▶ [Provided data]:
◇ ◇ ◇ ◇ ◇
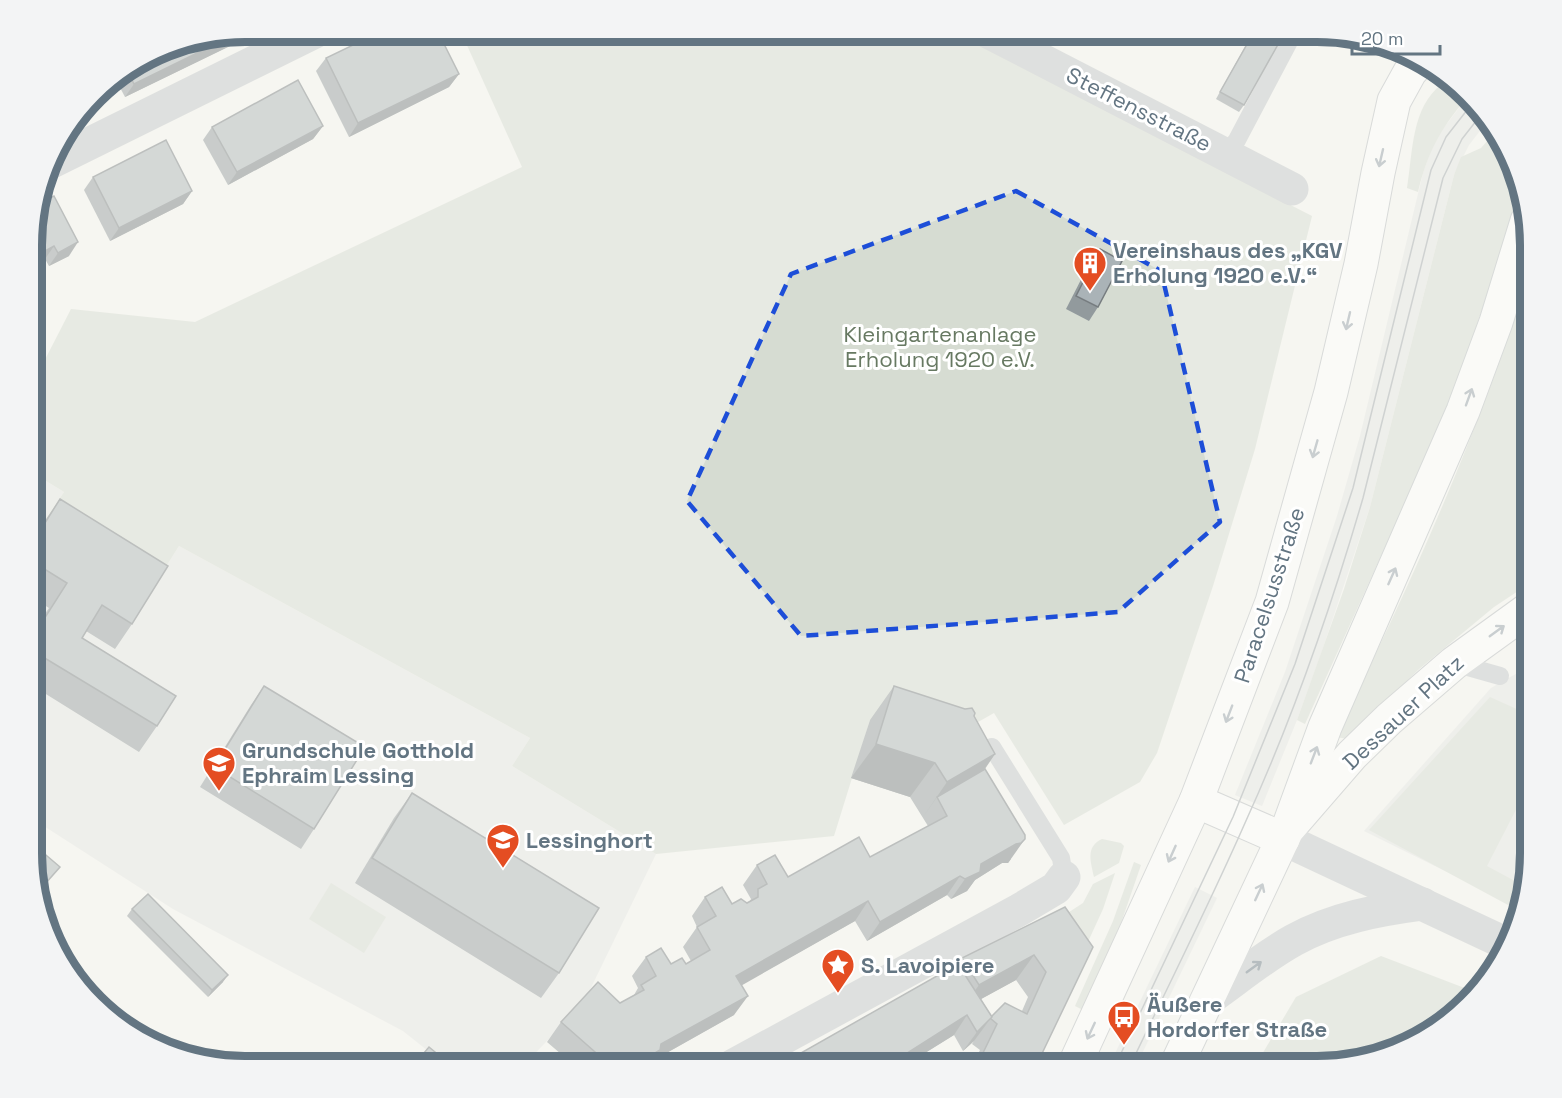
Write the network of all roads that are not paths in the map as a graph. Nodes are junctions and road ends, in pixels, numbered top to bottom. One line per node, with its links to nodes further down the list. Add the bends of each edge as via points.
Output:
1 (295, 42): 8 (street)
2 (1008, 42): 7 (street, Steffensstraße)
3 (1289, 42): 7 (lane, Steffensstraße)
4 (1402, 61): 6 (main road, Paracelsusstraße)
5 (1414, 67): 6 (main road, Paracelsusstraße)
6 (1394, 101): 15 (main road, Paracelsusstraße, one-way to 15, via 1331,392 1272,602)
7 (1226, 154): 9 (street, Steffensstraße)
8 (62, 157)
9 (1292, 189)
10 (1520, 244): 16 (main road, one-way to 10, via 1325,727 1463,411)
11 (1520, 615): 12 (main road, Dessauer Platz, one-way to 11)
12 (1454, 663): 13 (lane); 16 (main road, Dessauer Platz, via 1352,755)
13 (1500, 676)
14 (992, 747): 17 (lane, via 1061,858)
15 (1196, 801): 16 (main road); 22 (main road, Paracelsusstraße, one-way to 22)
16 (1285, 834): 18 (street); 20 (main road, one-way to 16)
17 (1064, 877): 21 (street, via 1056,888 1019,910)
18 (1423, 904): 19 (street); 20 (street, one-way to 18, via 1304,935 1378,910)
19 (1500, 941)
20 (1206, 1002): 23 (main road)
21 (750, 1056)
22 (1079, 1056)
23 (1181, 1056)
◇ ◇ ◇ ◇ ◇
▶ [Task goal]: The records above must be repeated in full and exactly, but without any of the pictures.

▶ [Problem solution]:
Write the network of all roads that are not paths in the map as a graph. Nodes are junctions and road ends, in pixels, numbered top to bottom. One line per node, with its links to nodes further down the list. Add the bends of each edge as via points.
Output:
1 (295, 42): 8 (street)
2 (1008, 42): 7 (street, Steffensstraße)
3 (1289, 42): 7 (lane, Steffensstraße)
4 (1402, 61): 6 (main road, Paracelsusstraße)
5 (1414, 67): 6 (main road, Paracelsusstraße)
6 (1394, 101): 15 (main road, Paracelsusstraße, one-way to 15, via 1331,392 1272,602)
7 (1226, 154): 9 (street, Steffensstraße)
8 (62, 157)
9 (1292, 189)
10 (1520, 244): 16 (main road, one-way to 10, via 1325,727 1463,411)
11 (1520, 615): 12 (main road, Dessauer Platz, one-way to 11)
12 (1454, 663): 13 (lane); 16 (main road, Dessauer Platz, via 1352,755)
13 (1500, 676)
14 (992, 747): 17 (lane, via 1061,858)
15 (1196, 801): 16 (main road); 22 (main road, Paracelsusstraße, one-way to 22)
16 (1285, 834): 18 (street); 20 (main road, one-way to 16)
17 (1064, 877): 21 (street, via 1056,888 1019,910)
18 (1423, 904): 19 (street); 20 (street, one-way to 18, via 1304,935 1378,910)
19 (1500, 941)
20 (1206, 1002): 23 (main road)
21 (750, 1056)
22 (1079, 1056)
23 (1181, 1056)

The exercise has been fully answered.